5. Indemnification and Insurance
It is important for a Clinical Trial Agreement to address the issue on how the Principal Investigator and/or the Institution are protected and indemnified against any claims arising from the conduct of the clinical trial. In this respect, Section 5.8.1 of the GCP states that if required by the applicable regulatory requirement(s), the Sponsor should provide insurance or should indemnify (legal and financial coverage) the investigator and/or the Institution against any claims arising from the clinical trial except for claims that arise from malpractice and/or negligence.
Notwithstanding the same, it is common that the parties to the clinical trial to generally take an insurance to protect themselves or the parties involved in the clinical trial.

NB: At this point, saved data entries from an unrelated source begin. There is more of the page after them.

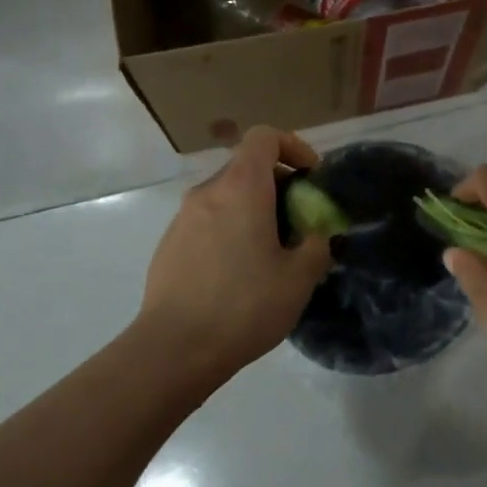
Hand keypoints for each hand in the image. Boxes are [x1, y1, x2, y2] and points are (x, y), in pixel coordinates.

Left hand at [138, 126, 332, 381]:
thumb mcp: (299, 278)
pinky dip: (229, 228)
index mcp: (242, 187)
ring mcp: (183, 217)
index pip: (264, 136)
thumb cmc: (244, 306)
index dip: (293, 146)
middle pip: (246, 166)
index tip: (311, 178)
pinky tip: (238, 273)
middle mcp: (208, 192)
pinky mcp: (169, 244)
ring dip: (253, 209)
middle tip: (298, 221)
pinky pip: (207, 220)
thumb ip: (317, 245)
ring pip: (226, 195)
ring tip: (271, 251)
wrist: (174, 349)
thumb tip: (317, 234)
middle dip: (278, 184)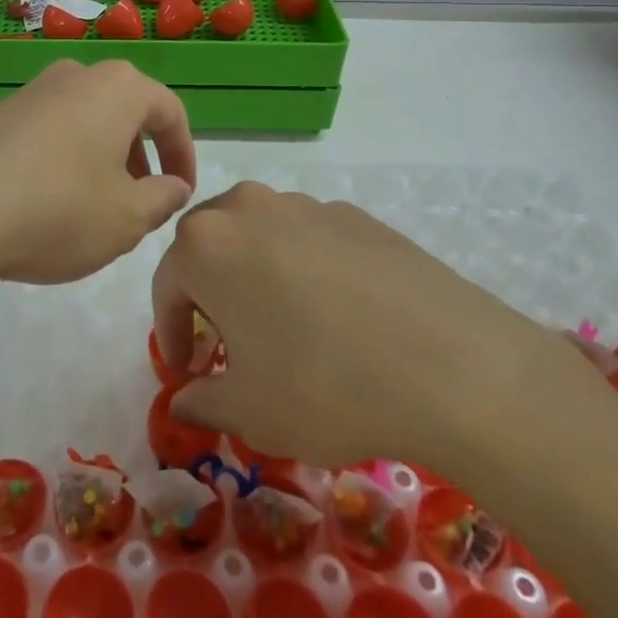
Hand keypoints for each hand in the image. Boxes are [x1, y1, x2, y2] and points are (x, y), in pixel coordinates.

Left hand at [0, 60, 196, 294]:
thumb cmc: (58, 208)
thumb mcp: (127, 218)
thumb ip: (162, 199)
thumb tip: (172, 186)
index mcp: (117, 89)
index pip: (169, 111)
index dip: (183, 154)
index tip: (182, 193)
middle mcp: (75, 76)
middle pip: (123, 111)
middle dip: (140, 156)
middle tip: (142, 201)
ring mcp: (29, 92)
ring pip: (83, 120)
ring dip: (100, 158)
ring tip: (95, 207)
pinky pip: (45, 133)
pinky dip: (61, 161)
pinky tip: (46, 204)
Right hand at [152, 183, 603, 483]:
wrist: (449, 363)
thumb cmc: (324, 385)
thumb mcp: (250, 411)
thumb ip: (204, 401)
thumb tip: (184, 401)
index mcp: (207, 245)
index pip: (167, 283)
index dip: (170, 331)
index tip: (188, 370)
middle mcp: (249, 209)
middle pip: (209, 245)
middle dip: (208, 292)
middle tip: (228, 342)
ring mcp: (306, 205)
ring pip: (259, 235)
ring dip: (255, 275)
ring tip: (284, 328)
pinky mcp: (354, 214)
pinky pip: (309, 238)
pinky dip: (304, 269)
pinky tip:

The above merely highlight on some of the salient terms and conditions in a Clinical Trial Agreement, which the parties to a Clinical Trial Agreement need to give particular attention to, when negotiating and drafting the Clinical Trial Agreement prior to executing the same.
Since every clinical trial has its own specific and peculiar issues, it is highly advisable that the parties to the clinical trial to appoint qualified lawyers to assist them in respect of negotiating and drafting the Clinical Trial Agreement to allow the parties to agree on acceptable clauses and minimize the time taken to negotiate and finalize the Clinical Trial Agreement so that a clinical trial can commence as soon as possible.
- can be a “study drug” or a “medical device”.
- being the clinical trial guideline issued by the Director of Pharmaceutical Services pursuant to the Regulations. Please note that GCP adopts the basic principles outlined by the International Committee on Harmonization of Good Clinical Practice but with some amendments to suit local requirements.
- which is defined by the GCP as “a written, dated, and signed agreement between two or more involved parties that sets out any arrangements on delegation and distribution of tasks and obligations and, if appropriate, on financial matters.
- please note that in some circumstance, the Sponsor will hire a Contract Research Organization to enter into the Clinical Trial Agreement with the Institution and the Principal Investigator.
- these may include the clinical trial fee, the clinical trial subject stipend, the storage fee for the storage of the Study Product as well as the data collected pursuant to the clinical trial and etc.
- these may include repeat tests such as clinical laboratory test, unscheduled visits and clinical trial related follow up such as telephone follow-up.
- and/or the sub-investigator who assists the Principal Investigator, if permitted by the Clinical Trial Agreement.
- See Section 5.10 of the GPC.
- See Section 5.5 and Section 5.18 of the GPC.
- See Section 5.3 of the GPC.
- See Section 5.4 of the GPC.
- Please note that (in addition to NPRA) the IRB and IEC of the respective Institution also assist in the regulation of clinical trial in Malaysia.